タロット学習者十人に「何が最難か」と聞けば、九人がコート牌と言う。十六枚の人物牌 — プロットも出来事もなく、顔だけ — いったい誰について語っているのか。
難しさは「覚えられない」ことではなくコート牌には三つのまったく異なる用法があること。用法を先に定めれば、難度は半分に下がる。
第一歩:誰を指すか
コート牌が現れるとき、それは:
- 具体的な人物 — その気質に合う身近な人:上司、パートナー、現れようとする協力者;
- 自分のある状態 — 今のあなたがこの牌のように振る舞っている(またはそう振る舞うよう助言されている);
- 状況の気質 — 全体の雰囲気、例:「このプロジェクトには今、ペンタクルのキングの堅実さが要る」。

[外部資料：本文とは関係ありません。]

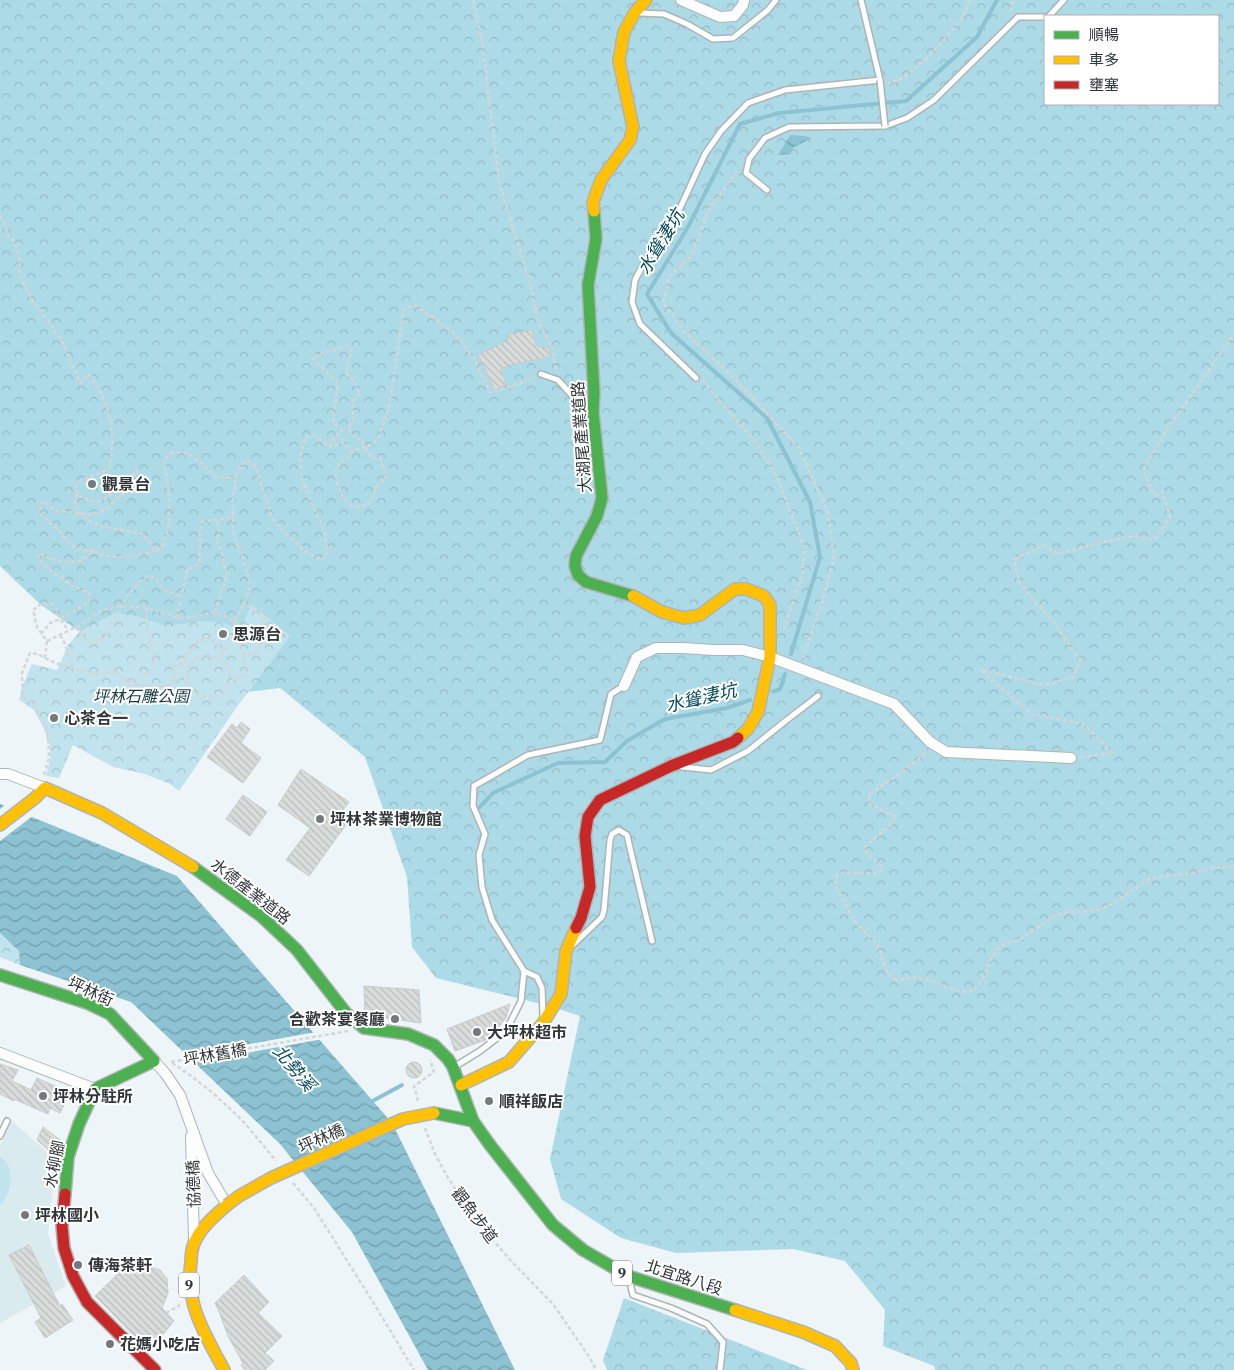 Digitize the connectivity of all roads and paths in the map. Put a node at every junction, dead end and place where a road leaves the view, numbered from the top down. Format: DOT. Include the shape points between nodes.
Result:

経験則:関係の問いならまず具体的人;自己成長なら状態;「助言」位なら助言として読む。
第二歩:役割=元素の成熟度
四役割は同じ元素エネルギーの四つの年齢段階:
| 役割 | 成熟度 | キーワード | リスク |
|---|---|---|---|
| ペイジ | 見習い | 好奇心、初学、伝言 | 未熟、不可靠 |
| ナイト | 行動者 | 全力追求、極端化 | 行き過ぎ |
| クイーン | 内化者 | 内側への養育と守護 | 過度な関与 |
| キング | 統御者 | 外側への統治と決断 | 硬直、支配 |
ナイトの特殊性:四ナイトはすべてその元素最も節度のない形 — ワンドのナイトの無謀さと魅力は表裏一体、ソードのナイトの鋭さと辛辣さは紙一重。
第三歩:スート=人物の気質
元素の気質を重ねれば、十六枚はそれぞれの位置につく:
- ワンド(火):情熱外放、行動志向。火のペイジは試す新人、火のキングは感召力ある開拓者。
- カップ(水):感情豊か、結びつき重視。カップのクイーンは牌組中最強の共感力;カップのナイトはロマンチックな求愛者 — 非現実的空想家でもある。
- ソード(風):理性冷徹、言葉鋭利。ソードのキングは法官的人物 — 公正だが温度低い。
- ペンタクル(土):実務的、進みは遅い。ペンタクルのペイジは牌組で最も学ぶ姿勢の良い学生;ペンタクルのナイトは最遅だが振り返らない。
練習:身近な人に牌を配る
知っている人にコート牌を一人ずつ配る:決断力の上司はワンドのクイーンかソードのキングか?夢ばかり語る友人はカップのナイトか?暗記より十倍効く — コート牌はもともと人から来ている。
次にコート牌を引いたら、順に三問:人か、状態か、助言か?何の元素?何の成熟度? 三つの答えが揃えば、この「最難の牌」が口を開く。